I thought Benny was on the right track at the start of the discussion, but Molly’s arguments were impossible to refute. Life really isn’t fair.
Being quarantined with limited sources of entertainment is turning Molly into a proper foodie. She takes pleasure in eating and thinks about various flavours and how they combine. She already started giving me cooking advice. For example: the pasta sauce I made today, in her opinion, lacked mayonnaise.
This is a huge improvement from her wanting to put chocolate into everything.
Molly, when Jay said he was making Mexican food for dinner: “I wish I was a grown-up so that I could order food for myself!”
Seven-year-old Molly already gave up on grown-up Molly’s cooking skills.
Me at 1 am: “Crap! I forgot about Molly’s tooth!”
I grab 20kn from Jay’s wallet, run to Molly’s room, I try to find her tooth under the pillow but can’t do it without potentially waking her up so I just leave the money next to her pillow.
Molly at 3:30am: “Dada, my tooth is still under my pillow!
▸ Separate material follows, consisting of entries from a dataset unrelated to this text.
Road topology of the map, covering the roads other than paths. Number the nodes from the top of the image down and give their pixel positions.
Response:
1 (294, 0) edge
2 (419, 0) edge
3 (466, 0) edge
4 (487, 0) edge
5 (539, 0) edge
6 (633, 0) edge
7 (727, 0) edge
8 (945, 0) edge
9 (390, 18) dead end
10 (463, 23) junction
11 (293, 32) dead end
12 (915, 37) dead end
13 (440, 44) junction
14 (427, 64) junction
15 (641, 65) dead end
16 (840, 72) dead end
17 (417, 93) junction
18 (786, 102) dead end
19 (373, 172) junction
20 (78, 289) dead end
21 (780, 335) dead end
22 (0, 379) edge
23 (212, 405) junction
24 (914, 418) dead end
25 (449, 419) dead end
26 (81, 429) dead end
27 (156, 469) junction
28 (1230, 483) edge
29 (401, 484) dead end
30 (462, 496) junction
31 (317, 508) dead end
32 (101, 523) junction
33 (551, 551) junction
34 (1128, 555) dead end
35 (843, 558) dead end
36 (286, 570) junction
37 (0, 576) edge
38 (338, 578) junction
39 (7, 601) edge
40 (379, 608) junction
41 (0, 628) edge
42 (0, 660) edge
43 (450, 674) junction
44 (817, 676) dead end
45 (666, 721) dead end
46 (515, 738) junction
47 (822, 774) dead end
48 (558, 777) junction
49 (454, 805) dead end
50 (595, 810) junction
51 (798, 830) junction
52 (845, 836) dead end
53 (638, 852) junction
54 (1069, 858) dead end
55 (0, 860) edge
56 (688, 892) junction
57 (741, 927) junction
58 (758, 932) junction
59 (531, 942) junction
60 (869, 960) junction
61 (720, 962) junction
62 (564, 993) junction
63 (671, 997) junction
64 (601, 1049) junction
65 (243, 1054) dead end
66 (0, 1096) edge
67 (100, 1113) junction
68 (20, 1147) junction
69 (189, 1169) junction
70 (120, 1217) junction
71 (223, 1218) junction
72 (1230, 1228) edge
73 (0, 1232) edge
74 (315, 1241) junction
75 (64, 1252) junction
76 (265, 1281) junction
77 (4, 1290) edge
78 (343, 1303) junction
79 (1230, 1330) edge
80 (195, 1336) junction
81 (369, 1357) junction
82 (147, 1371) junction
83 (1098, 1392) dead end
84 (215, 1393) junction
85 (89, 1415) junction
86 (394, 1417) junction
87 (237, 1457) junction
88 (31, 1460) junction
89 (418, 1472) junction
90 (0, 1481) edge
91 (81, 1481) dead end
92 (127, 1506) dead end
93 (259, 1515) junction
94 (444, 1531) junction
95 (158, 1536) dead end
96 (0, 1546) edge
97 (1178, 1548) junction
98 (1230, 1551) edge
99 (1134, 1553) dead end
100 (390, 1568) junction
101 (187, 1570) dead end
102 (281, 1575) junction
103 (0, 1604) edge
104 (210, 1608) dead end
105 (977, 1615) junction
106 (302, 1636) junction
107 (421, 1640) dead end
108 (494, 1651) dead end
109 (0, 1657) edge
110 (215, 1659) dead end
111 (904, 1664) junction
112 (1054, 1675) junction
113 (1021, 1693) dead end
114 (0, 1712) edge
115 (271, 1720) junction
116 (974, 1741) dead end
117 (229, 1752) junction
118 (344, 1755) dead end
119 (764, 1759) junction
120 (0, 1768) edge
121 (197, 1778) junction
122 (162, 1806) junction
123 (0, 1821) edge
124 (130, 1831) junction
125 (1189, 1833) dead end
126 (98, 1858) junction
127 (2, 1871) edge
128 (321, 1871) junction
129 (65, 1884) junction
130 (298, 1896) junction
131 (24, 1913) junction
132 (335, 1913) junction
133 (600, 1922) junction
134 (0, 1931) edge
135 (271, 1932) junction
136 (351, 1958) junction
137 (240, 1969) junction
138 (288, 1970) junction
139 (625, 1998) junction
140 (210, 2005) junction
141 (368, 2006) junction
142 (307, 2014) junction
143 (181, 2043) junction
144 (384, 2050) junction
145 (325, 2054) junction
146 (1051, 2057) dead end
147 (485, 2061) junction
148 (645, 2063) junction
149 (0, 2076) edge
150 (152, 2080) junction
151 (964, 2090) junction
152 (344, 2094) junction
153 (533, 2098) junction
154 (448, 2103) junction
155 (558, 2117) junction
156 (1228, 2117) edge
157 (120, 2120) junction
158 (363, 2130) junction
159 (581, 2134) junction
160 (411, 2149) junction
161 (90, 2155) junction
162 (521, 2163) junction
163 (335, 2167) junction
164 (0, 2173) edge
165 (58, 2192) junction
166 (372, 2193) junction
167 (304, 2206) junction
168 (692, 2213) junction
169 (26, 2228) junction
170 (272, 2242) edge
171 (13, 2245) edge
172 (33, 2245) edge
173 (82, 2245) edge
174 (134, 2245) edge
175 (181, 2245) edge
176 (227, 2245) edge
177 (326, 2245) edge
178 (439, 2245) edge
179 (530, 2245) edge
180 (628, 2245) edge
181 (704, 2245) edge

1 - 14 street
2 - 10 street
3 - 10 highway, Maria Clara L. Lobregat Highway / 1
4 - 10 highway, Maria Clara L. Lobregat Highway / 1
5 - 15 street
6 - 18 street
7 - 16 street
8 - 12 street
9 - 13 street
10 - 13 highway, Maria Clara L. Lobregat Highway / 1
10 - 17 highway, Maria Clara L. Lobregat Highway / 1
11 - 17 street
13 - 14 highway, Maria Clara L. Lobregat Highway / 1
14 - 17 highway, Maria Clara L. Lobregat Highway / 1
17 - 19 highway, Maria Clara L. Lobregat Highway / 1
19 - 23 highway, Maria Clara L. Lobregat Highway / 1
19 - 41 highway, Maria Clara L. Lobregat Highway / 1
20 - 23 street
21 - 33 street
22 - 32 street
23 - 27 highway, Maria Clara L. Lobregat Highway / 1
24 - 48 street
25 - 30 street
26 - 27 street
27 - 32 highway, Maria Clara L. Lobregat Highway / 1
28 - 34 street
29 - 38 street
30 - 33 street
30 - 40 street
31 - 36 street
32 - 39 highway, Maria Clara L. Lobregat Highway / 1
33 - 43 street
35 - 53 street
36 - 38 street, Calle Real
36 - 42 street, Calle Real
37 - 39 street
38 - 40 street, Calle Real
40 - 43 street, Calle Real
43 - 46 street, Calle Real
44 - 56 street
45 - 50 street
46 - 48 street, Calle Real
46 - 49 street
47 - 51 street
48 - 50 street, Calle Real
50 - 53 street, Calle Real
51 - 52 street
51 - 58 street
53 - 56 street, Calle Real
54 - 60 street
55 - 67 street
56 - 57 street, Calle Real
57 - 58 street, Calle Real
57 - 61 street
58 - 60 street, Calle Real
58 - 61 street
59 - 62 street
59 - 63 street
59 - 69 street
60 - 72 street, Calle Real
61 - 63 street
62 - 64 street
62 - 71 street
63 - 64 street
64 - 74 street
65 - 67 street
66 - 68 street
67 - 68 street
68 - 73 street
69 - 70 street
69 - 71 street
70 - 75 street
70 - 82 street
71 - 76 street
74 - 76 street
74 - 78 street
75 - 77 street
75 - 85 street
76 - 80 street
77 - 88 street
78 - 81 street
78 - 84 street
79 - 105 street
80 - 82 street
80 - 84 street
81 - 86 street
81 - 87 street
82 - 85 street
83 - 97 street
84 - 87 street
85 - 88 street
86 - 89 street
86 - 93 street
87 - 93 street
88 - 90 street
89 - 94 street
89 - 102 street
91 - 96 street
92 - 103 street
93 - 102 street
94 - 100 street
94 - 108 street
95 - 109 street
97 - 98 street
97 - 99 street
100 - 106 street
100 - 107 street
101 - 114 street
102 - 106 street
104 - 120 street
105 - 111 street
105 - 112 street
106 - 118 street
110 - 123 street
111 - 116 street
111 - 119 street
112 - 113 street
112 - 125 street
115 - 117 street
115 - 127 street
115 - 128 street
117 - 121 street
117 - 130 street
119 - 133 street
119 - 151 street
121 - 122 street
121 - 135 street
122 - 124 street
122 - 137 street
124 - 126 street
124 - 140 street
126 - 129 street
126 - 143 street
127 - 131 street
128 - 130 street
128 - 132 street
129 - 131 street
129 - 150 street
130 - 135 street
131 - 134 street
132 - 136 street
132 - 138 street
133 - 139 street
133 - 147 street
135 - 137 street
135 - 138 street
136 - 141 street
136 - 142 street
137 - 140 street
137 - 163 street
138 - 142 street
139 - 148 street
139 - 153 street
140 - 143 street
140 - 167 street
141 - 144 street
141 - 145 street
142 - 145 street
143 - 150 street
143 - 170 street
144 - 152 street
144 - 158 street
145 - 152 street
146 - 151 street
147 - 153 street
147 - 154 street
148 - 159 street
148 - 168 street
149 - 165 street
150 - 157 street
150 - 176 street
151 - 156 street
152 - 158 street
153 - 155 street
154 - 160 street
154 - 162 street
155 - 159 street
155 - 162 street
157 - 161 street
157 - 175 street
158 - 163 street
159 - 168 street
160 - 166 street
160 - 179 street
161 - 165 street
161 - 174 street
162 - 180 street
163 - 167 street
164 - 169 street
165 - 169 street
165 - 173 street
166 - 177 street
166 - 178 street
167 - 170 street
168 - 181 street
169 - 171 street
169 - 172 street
Do you think the tooth fairy will come tonight?”
Jay doesn’t know I already left he money, so he waits until Molly’s asleep again, gets 20kn from my wallet, folds the note neatly, wraps it with a piece of string, retrieves Molly’s tooth from under her pillow and replaces it with a gift from the tooth fairy.
Molly at 6:30am: “Wow! I got 40 kuna! The tooth fairy wrapped this 20kn note really nicely and the other one… maybe fell out of her pocket?”
What a lucky girl! Two tooth fairies! One thoughtful and careful who pays attention to details and… the other one.
When your throat’s a bit sore:
December 2019: “I might be getting a cold.”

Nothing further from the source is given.